North Carolina man charged over Israel-Hamas war-fuelled death threats against Jewish organisation

‘I am going to take out every one of you,’ Jeffrey Scott Hobgood allegedly threatened

Andrea Cavallier
Thursday 19 October 2023 17:29 BST
Jeffrey Scott Hobgood
Jeffrey Scott Hobgood (U.S. Attorney's Office, Middle District of North Carolina)

A North Carolina man was arrested and charged for allegedly making death threats to a local Jewish organisation in the wake of the Israel-Hamas conflict.

Jeffrey Scott Hobgood, of Troy, sent an email on 11 October to the unidentified Charlotte-based organisation that read in part “I am going to take out every one of you,” according to the US Attorney’s Office for the Middle District of North Carolina.

“You can’t stop what is coming,” the email continued, which was signed with the name J. Scott Hobgood.

After the organisation sent the email to the Charlotte FBI office, agents got in touch with police officers in Troy, who located Mr Hobgood and questioned him about the emails.

Mr Hobgood allegedly admitted that he did send the email but it was “none of their business” and told them to leave his property, adding it would be “dangerous” for them if they stayed.

Two days later, Mr Hobgood allegedly sent a second email to the same address of the organisation in which he called the group “traitors” that deserve “public execution.”

The email began with “Dear Lucifer/satan s—birds.”

“Guess what happens to traitors? . . . Public execution. . . . We are at war . . . . If you think you semite pieces of s[***] are going to win, then you are delusional,” read part of the email, according to publicly filed court documents.

Included in the email was a picture of Israeli Prime Minister Benjamin Netanyahu and “headshots of individuals purportedly associated with multiple news media organizations, with stars of David affixed to the upper left-hand corner of each headshot,” according to the US Attorney’s Office’s release.

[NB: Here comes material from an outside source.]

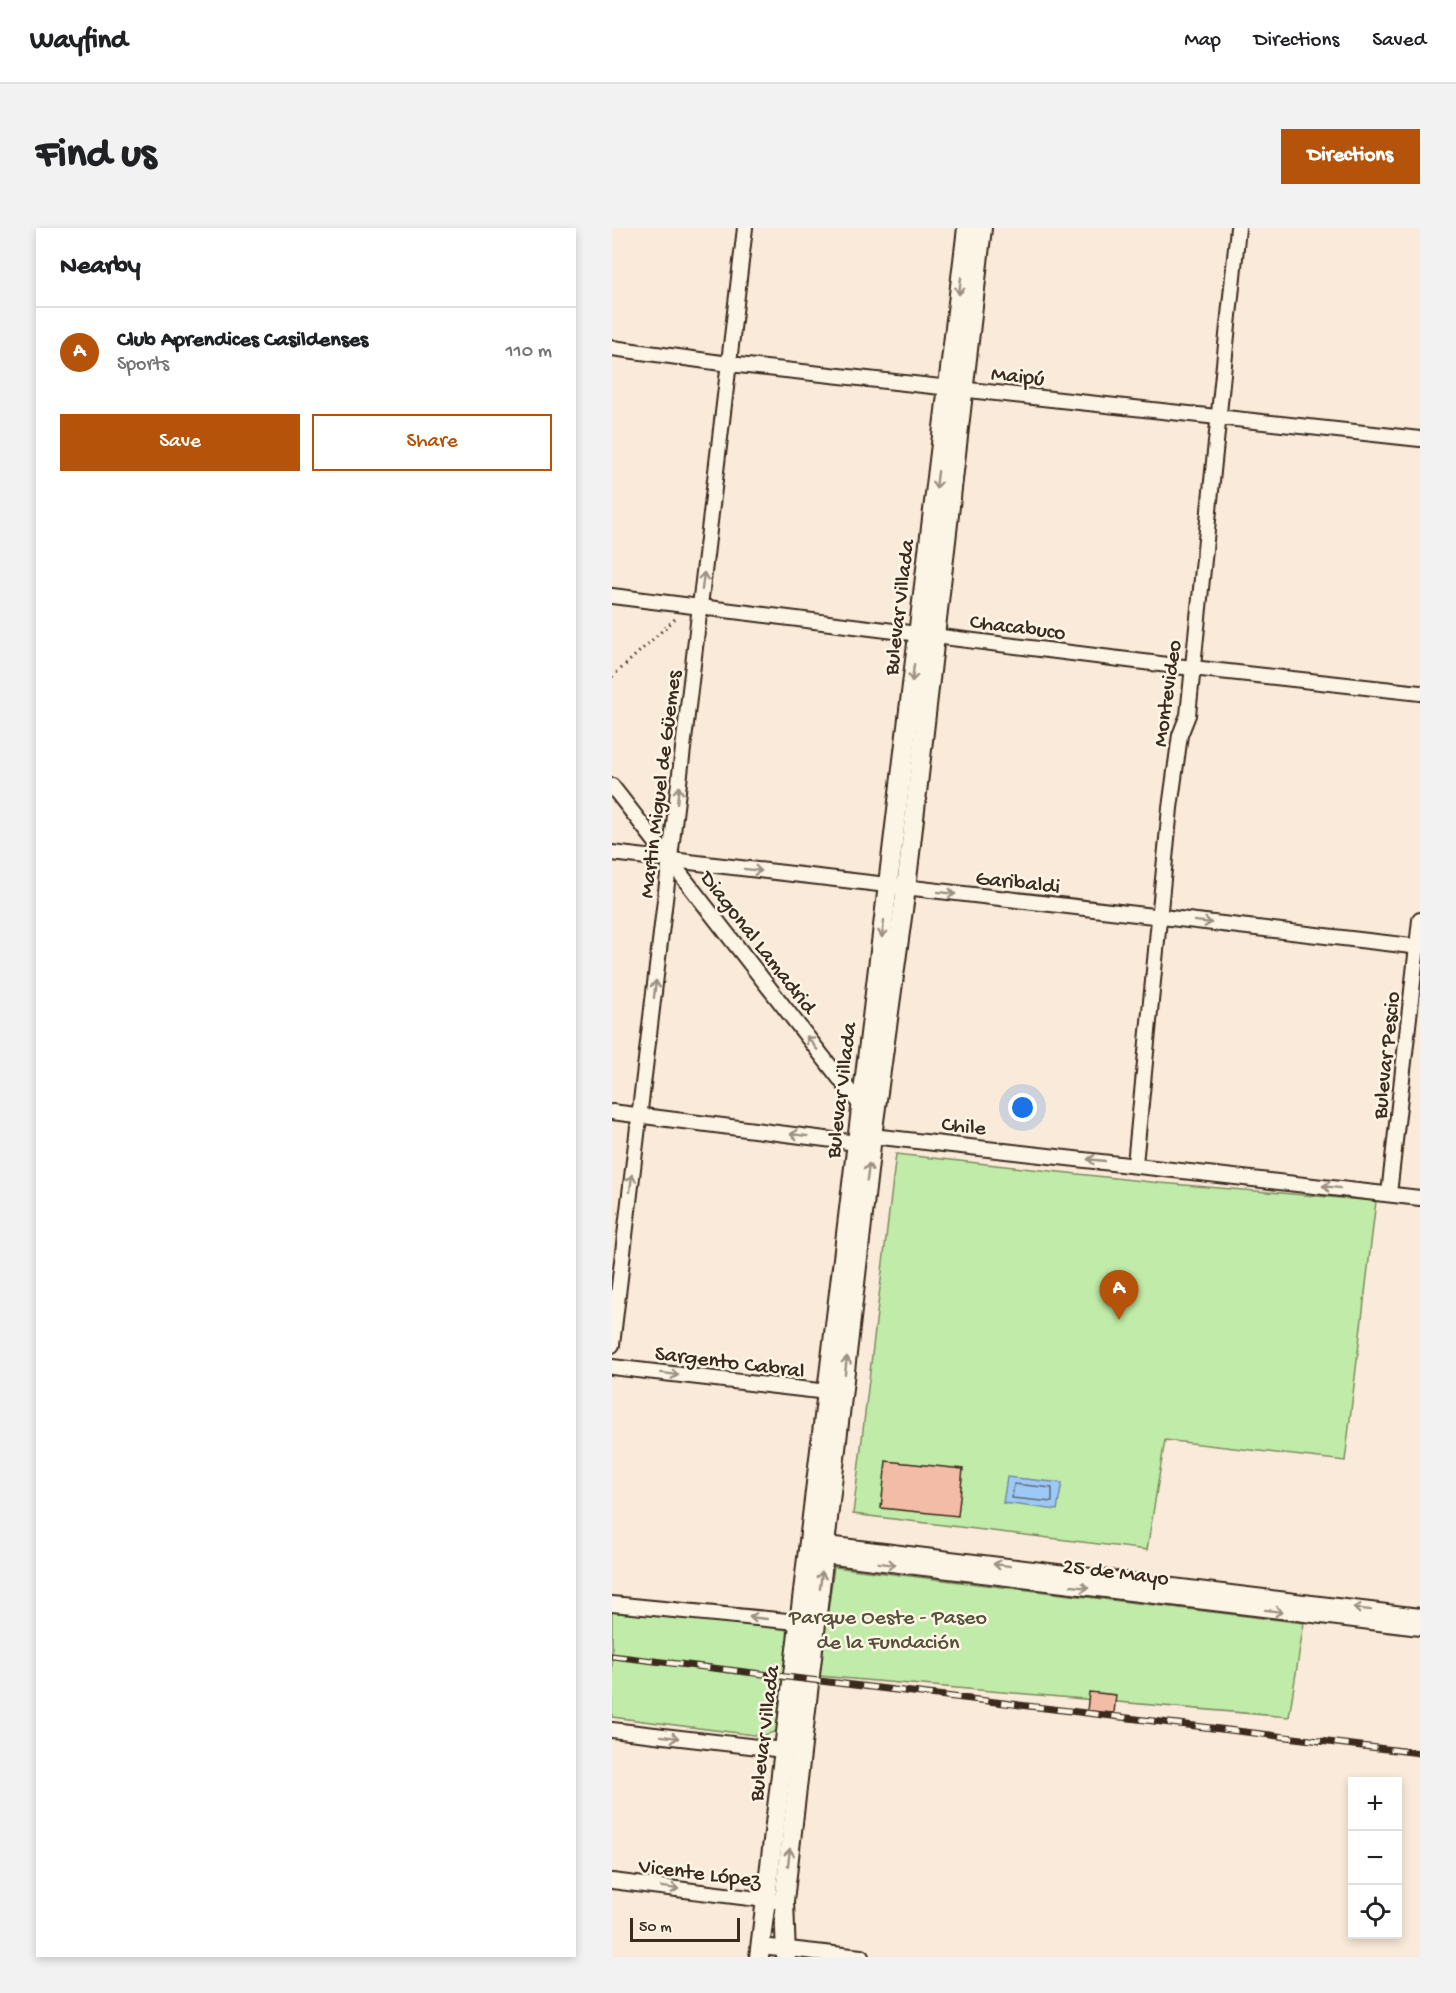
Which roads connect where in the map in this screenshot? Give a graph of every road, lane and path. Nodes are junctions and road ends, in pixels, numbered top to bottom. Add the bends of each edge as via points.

Mr Hobgood was arrested and charged on Monday and was charged with transmitting in interstate commerce a communication containing a threat to injure the person of another, which carries a maximum sentence of five years in prison and/or a fine of up to $250,000.

“No one in America should be threatened based on their race, nationality, religion, gender, or other protected characteristics,” United States Attorney Sandra J. Hairston said in the release. “Individuals who target other community members will be held accountable for their actions.”

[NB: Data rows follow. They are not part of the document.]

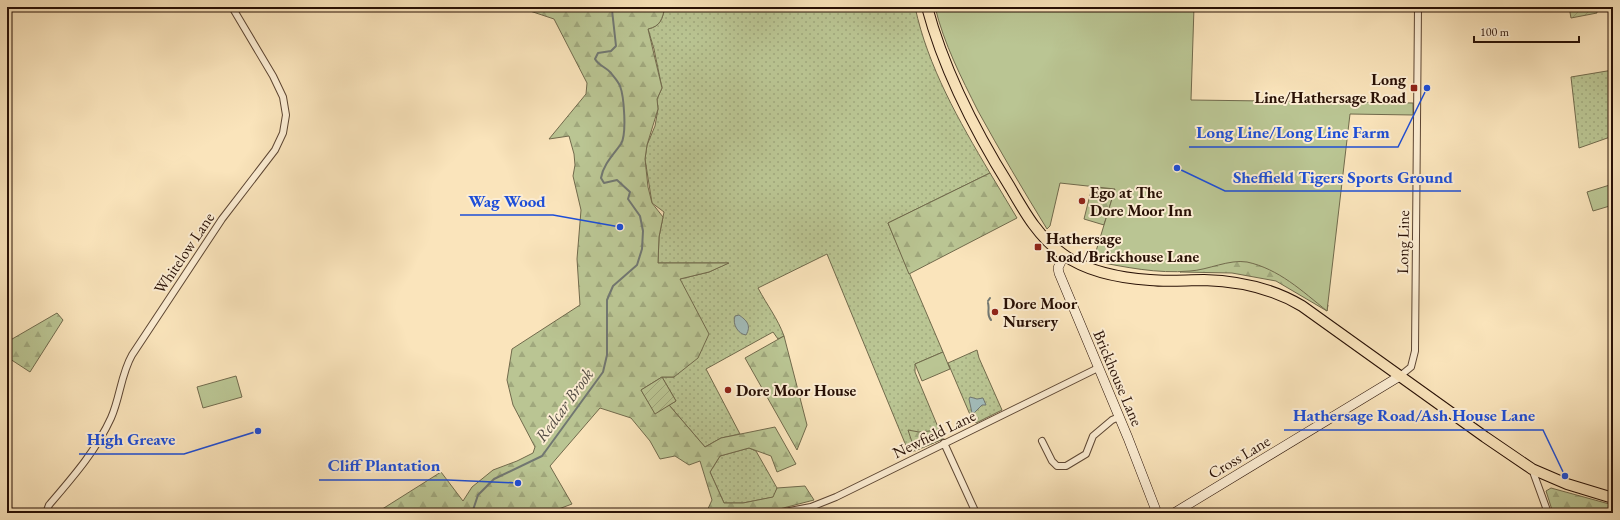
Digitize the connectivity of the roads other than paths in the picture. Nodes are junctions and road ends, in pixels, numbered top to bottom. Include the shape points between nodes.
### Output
1 (232, 7) edge
2 (927, 7) edge
3 (1418, 7) edge
4 (1064, 255) junction
5 (1098, 368) junction
6 (1400, 376) junction
7 (1119, 417) junction
8 (1042, 441) dead end
9 (944, 443) junction
10 (1532, 468) junction
11 (1613, 498) edge
12 (46, 513) edge
13 (779, 513) edge
14 (976, 513) edge
15 (1157, 513) edge
16 (1174, 513) edge
17 (1548, 513) edge

1 - 12 street, Whitelow Lane via 283,97 286,115 283,133 275,150 222,219 132,354 126,365 115,407 106,429 90,455 49,505
2 - 4 main road via 937,44 950,74 998,168 1034,227
3 - 6 street, Long Line via 1415,352 1411,367
4 - 5 street, Brickhouse Lane via 1058,268 1059,273
4 - 6 main road via 1089,268 1117,276 1150,280 1233,282 1272,291 1302,306
5 - 7 street, Brickhouse Lane
5 - 9 street, Newfield Lane
6 - 10 main road via 1484,437
6 - 16 street, Cross Lane
7 - 8 street via 1093,436 1086,454 1066,466 1057,466 1052,461
7 - 15 street, Brickhouse Lane
9 - 13 street, Newfield Lane via 822,504
9 - 14 street
10 - 11 main road via 1567,484
10 - 17 street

It was later alleged by law enforcement that Mr Hobgood had sent multiple threatening emails to a family member last year, WGHP reported.

In June 2022, a woman reported to the Carter County Sheriff’s Office in Tennessee that Mr Hobgood had sent an email threatening her and her husband, instructing her to tell “[victim’s husband] he will hang,” according to court documents.

“No one should be threatened with violence or acts of hate because of who they are or how they worship. The FBI partners with communities of faith across North Carolina. Crimes driven by hate have no place in our state,” North Carolina FBI Special Agent in Charge Robert M. DeWitt added.

Earlier this week, the FBI released crime data for 2022, which showed an increase in reported hate crimes from 2021 to 2022.

The hate crimes included a sharp increase in antisemitism, with anti-Jewish hate crimes rising by more than 37 percent from 2021, with a reported 1,122 incidents.